Your answer should consist of every line in the records that holds "font".

Records contained in a dataset

-*-

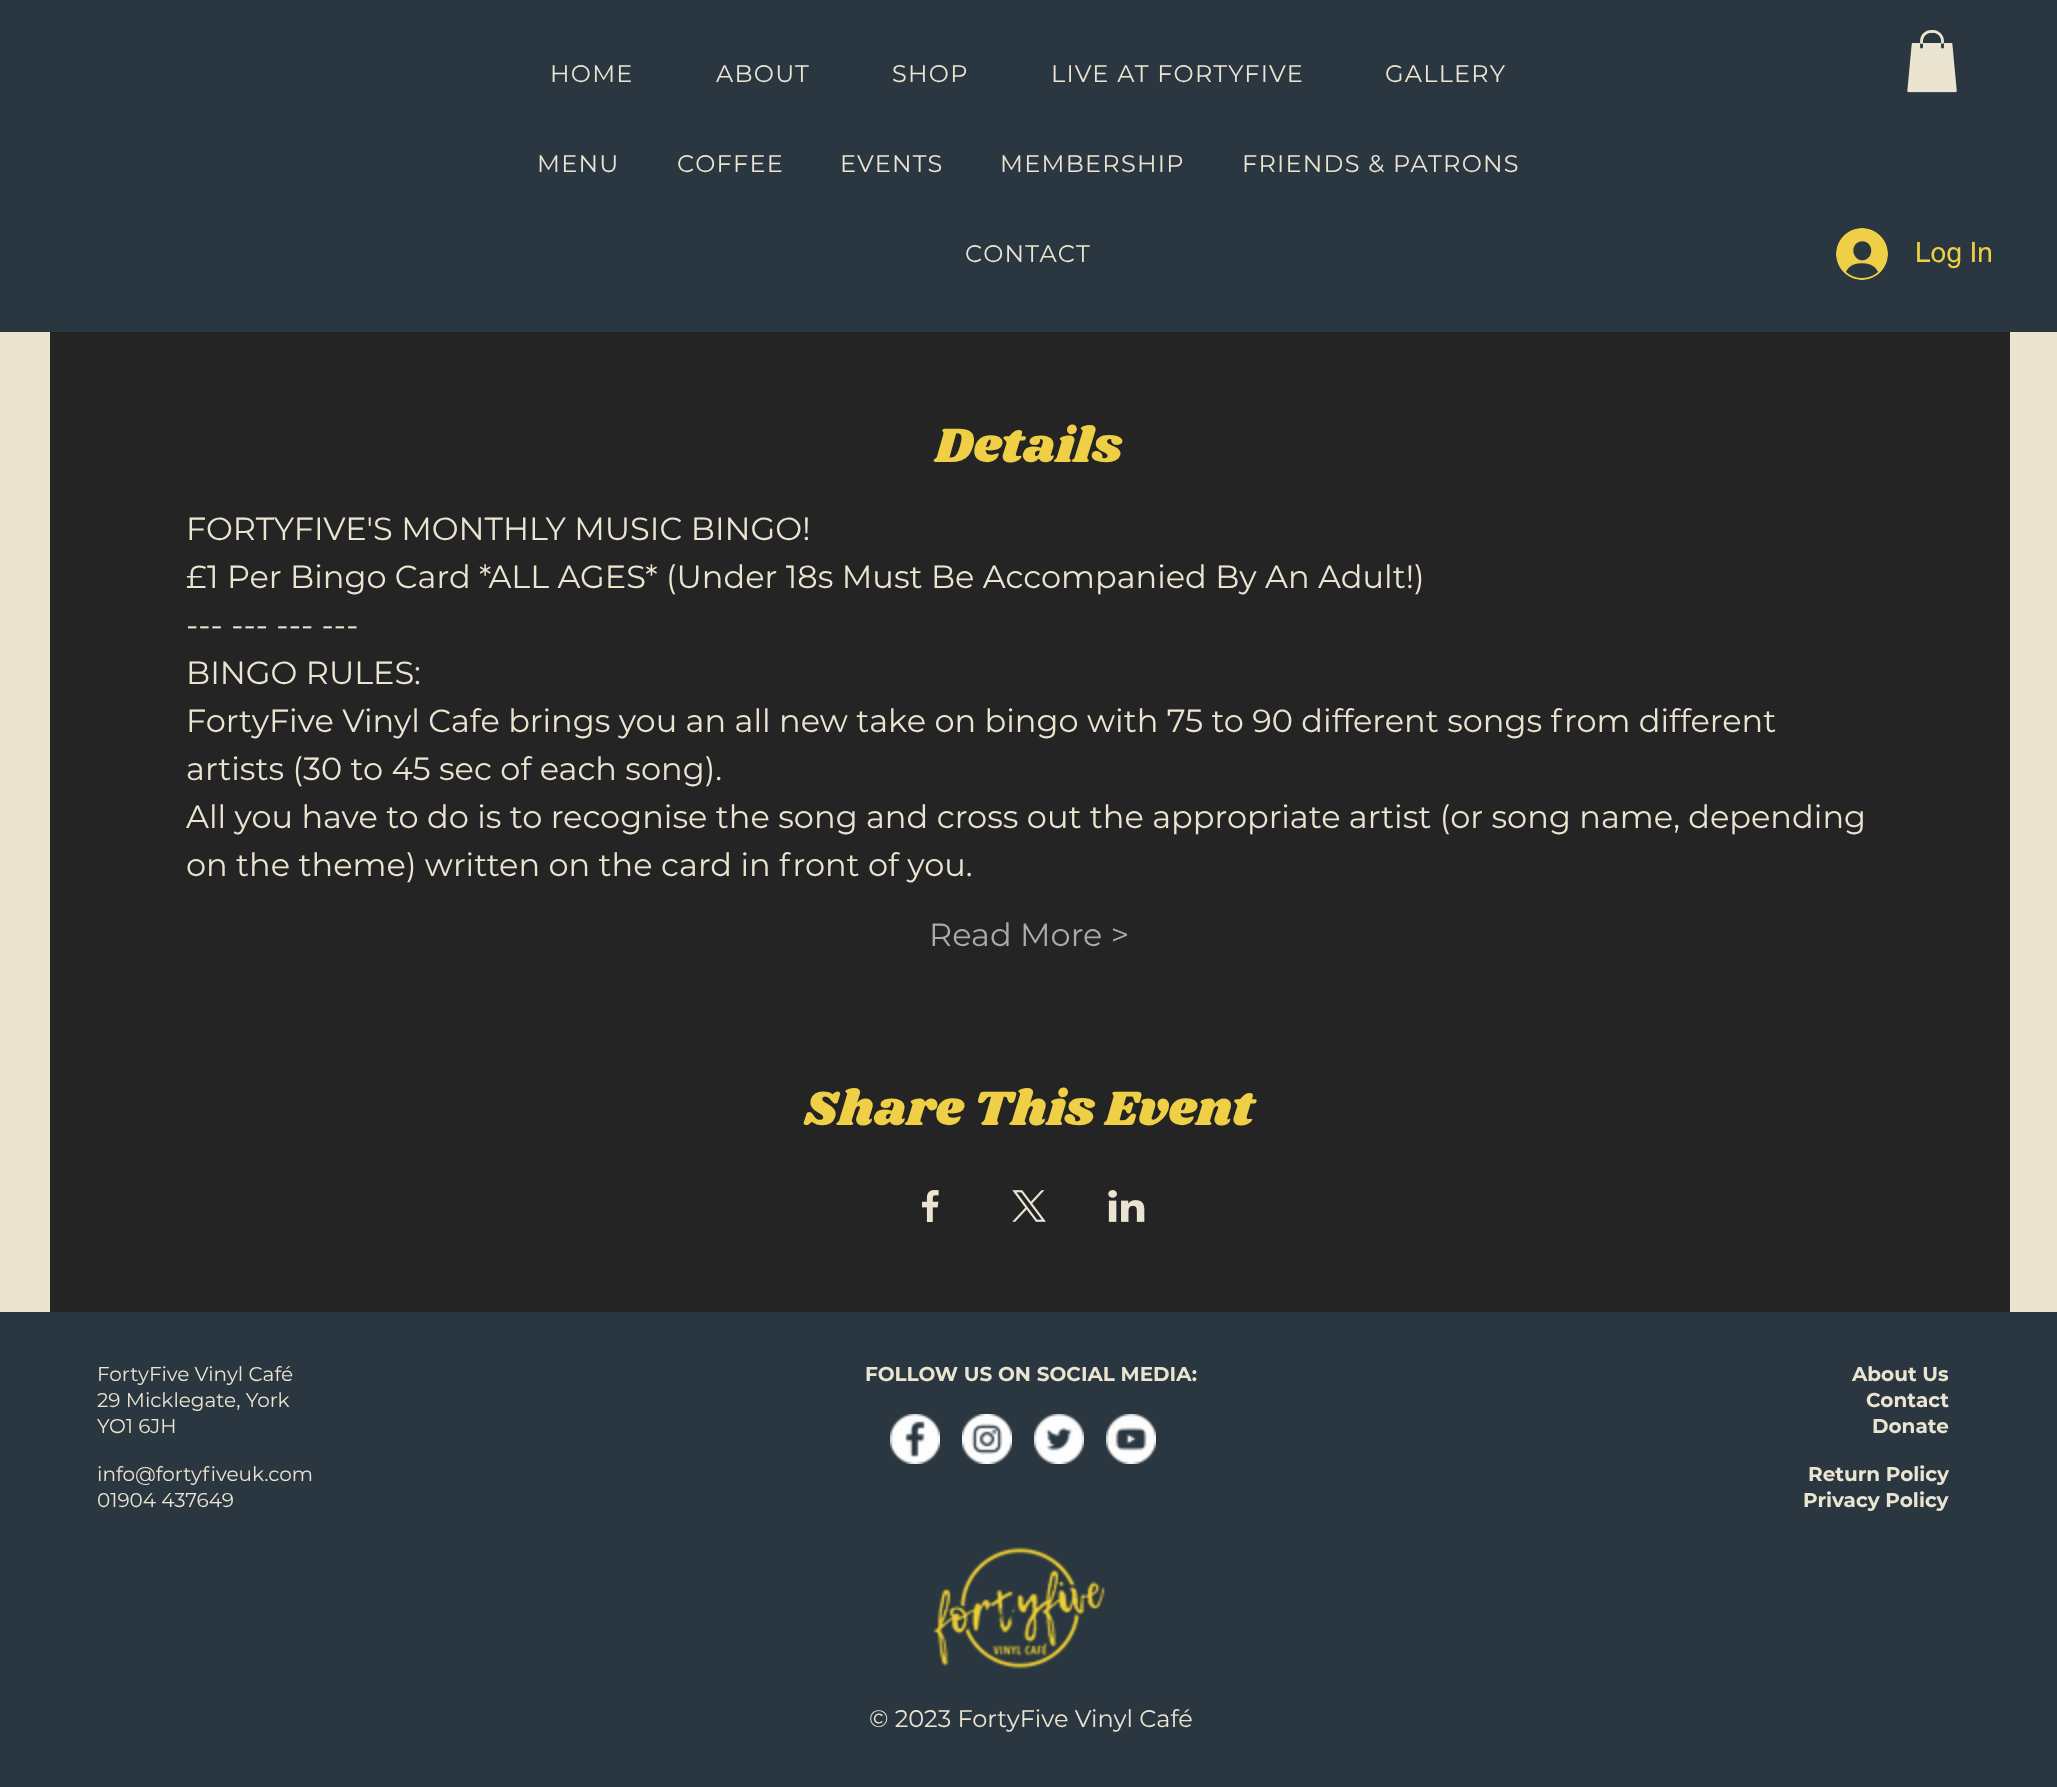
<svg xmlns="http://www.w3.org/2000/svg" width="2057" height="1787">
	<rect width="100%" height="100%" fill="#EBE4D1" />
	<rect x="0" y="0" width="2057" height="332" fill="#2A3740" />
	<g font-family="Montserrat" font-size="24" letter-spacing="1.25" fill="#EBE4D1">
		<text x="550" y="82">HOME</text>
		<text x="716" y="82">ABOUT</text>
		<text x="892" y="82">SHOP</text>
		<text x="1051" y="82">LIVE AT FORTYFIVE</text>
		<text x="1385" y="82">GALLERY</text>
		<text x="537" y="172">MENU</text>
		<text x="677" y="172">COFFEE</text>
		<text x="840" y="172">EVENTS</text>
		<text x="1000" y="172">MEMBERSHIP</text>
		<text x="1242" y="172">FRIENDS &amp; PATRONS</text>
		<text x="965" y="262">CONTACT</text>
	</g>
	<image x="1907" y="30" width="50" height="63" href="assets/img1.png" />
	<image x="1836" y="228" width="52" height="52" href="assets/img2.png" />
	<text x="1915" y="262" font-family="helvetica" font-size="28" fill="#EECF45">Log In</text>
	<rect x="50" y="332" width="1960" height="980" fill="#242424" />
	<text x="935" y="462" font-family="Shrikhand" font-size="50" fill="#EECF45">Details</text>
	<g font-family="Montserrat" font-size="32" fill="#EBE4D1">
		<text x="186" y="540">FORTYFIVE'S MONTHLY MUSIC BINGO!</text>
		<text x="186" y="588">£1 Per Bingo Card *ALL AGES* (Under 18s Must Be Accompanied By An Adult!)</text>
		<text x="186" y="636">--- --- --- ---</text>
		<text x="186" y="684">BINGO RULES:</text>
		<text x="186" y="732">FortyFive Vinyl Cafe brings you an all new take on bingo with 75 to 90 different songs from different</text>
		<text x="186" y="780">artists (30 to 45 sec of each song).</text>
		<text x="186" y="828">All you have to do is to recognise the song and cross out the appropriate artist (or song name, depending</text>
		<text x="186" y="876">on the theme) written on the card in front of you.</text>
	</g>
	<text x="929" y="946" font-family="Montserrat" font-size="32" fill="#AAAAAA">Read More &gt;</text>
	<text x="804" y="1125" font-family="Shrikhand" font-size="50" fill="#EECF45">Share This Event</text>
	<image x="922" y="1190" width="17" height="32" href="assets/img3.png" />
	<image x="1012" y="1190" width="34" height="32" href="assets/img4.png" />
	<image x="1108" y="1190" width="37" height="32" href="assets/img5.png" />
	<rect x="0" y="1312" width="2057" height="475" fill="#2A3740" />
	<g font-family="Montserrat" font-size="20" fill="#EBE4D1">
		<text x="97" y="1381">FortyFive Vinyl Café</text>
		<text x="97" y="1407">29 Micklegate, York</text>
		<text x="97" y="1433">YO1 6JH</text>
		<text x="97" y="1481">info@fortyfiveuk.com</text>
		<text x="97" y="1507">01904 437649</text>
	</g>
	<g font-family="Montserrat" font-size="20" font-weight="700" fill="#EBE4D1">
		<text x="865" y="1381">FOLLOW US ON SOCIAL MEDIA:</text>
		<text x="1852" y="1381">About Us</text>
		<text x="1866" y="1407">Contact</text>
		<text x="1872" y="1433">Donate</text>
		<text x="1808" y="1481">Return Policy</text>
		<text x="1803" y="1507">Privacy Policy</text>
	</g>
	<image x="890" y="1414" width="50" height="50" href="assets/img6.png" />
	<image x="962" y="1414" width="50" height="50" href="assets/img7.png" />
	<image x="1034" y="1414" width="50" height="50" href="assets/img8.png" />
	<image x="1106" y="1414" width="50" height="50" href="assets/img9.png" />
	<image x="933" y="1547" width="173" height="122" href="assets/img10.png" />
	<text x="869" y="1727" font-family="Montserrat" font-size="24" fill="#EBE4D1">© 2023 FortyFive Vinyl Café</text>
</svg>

-*-

Problem solution:
	<g font-family="Montserrat" font-size="24" letter-spacing="1.25" fill="#EBE4D1">
	<text x="1915" y="262" font-family="helvetica" font-size="28" fill="#EECF45">Log In</text>
	<text x="935" y="462" font-family="Shrikhand" font-size="50" fill="#EECF45">Details</text>
	<g font-family="Montserrat" font-size="32" fill="#EBE4D1">
	<text x="929" y="946" font-family="Montserrat" font-size="32" fill="#AAAAAA">Read More &gt;</text>
	<text x="804" y="1125" font-family="Shrikhand" font-size="50" fill="#EECF45">Share This Event</text>
	<g font-family="Montserrat" font-size="20" fill="#EBE4D1">
	<g font-family="Montserrat" font-size="20" font-weight="700" fill="#EBE4D1">
	<text x="869" y="1727" font-family="Montserrat" font-size="24" fill="#EBE4D1">© 2023 FortyFive Vinyl Café</text>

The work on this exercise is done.